Deans' stroke musings

Changing stroke rehab and research worldwide now.Time is Brain!Just think of all the trillions and trillions of neurons that DIE each day because there are NO effective hyperacute therapies besides tPA(only 12% effective). I have 493 posts on hyperacute therapy, enough for researchers to spend decades proving them out. These are my personal ideas and blog on stroke rehabilitation and stroke research. Do not attempt any of these without checking with your medical provider. Unless you join me in agitating, when you need these therapies they won't be there.

What this blog is for:

Shortly after getting out of the hospital and getting NO information on the process or protocols of stroke rehabilitation and recovery I started searching on the internet and found that no other survivor received useful information. This is an attempt to cover all stroke rehabilitation information that should be readily available to survivors so they can talk with informed knowledge to their medical staff. It's quite disgusting that this information is not available from every stroke association and doctors group.
My back ground story is here:

Tuesday, March 14, 2017

“Tele-health, wearable sensors and the Internet. Will they improve stroke outcomes through increased intensity of therapy, motivation and adherence to rehabilitation programs?”
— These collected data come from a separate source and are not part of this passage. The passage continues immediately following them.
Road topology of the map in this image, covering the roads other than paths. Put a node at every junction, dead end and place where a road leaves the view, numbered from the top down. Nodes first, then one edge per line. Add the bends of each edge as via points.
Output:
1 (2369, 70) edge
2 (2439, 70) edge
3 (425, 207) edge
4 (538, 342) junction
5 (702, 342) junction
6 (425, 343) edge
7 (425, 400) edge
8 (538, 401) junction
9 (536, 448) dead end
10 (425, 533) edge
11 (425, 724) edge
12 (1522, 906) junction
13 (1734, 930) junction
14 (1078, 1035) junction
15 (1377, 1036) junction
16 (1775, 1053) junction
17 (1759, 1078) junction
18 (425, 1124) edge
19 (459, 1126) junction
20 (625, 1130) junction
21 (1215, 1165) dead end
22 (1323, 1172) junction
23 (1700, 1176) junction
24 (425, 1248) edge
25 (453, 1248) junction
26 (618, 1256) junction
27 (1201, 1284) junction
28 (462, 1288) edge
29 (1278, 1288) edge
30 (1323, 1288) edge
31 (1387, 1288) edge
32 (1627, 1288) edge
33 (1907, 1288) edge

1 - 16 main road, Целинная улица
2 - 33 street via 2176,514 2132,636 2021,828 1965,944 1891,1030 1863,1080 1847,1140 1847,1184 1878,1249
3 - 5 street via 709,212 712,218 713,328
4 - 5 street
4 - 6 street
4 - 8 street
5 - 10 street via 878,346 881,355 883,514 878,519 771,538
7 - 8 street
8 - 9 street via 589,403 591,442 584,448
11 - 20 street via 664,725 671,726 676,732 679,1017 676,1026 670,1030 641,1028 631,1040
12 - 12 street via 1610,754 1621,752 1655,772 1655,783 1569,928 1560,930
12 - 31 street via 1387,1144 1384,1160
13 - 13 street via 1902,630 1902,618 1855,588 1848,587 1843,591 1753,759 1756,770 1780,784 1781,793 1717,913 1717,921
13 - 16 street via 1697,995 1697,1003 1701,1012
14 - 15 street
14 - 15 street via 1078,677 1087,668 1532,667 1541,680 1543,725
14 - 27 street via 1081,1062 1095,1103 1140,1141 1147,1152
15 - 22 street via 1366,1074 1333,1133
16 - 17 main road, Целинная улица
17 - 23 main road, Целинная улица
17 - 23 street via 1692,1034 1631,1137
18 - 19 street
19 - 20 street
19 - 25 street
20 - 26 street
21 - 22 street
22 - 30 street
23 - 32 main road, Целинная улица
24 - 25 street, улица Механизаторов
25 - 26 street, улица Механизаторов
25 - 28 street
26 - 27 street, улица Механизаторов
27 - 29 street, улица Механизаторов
Once again laying the complete stroke recovery upon the survivors. Your doctor and therapists essentially do nothing but act as nagging coaches.
The following article has just been accepted for publication in Journal of Neurologic Physical Therapy:
“Tele-health, wearable sensors and the Internet. Will they improve stroke outcomes through increased intensity of therapy, motivation and adherence to rehabilitation programs?”
Jane Helena Burridge, PhD; Ruth Turk, PhD; Maria Stokes, PhD; Jill Whitall, PhD; Ravi Vaidyanathan, PhD; Phil Clatworthy, PhD; Lucy Yardley, PhD; Ann-Marie Hughes, PhD; Claire Meagher, MSc; Alan Chong W Lee, PhD, DPT, CWS, GCS; Enrico Franco, PhD
Provisional Abstract:
Background and Purpose
Stroke, predominantly a condition of older age, is a major cause of acquired disability in the global population and puts an increasing burden on healthcare resources. Clear evidence for the importance of intensity of therapy in optimizing functional outcomes is founded in animal models, supported by neuroimaging and behavioral research, and strengthened by recent meta-analyses from multiple clinical trials. However, providing intensive therapy using conventional treatment paradigms is expensive and sometimes not feasible due to patients’ environmental factors. This paper addresses the need for cost-effective increased intensity of practice and suggests potential benefits of telehealth (TH) as an innovative model of care in physical therapy.
Summary of Key Points
We provide an overview of TH and present evidence that a web-supported program used in conjunction with Constraint Induced Therapy (CIT), can increase intensity and adherence to a rehabilitation regimen. The design and feasibility testing of this web-based program, ‘LifeCIT’ is presented. We describe how wearable sensors can monitor activity and provide feedback to patients and therapists. The methodology for the development of a wearable device with embedded inertial measurement units and mechanomyography sensors, algorithms to classify functional movement, and a graphical user interface to present meaningful data to patients to support a home exercise program is explained.
Recommendations for Clinical Practice
We propose that wearable sensor technologies and TH programs have the potential to provide cost-effective, intensive, home-based stroke rehabilitation.
Want to read the published article?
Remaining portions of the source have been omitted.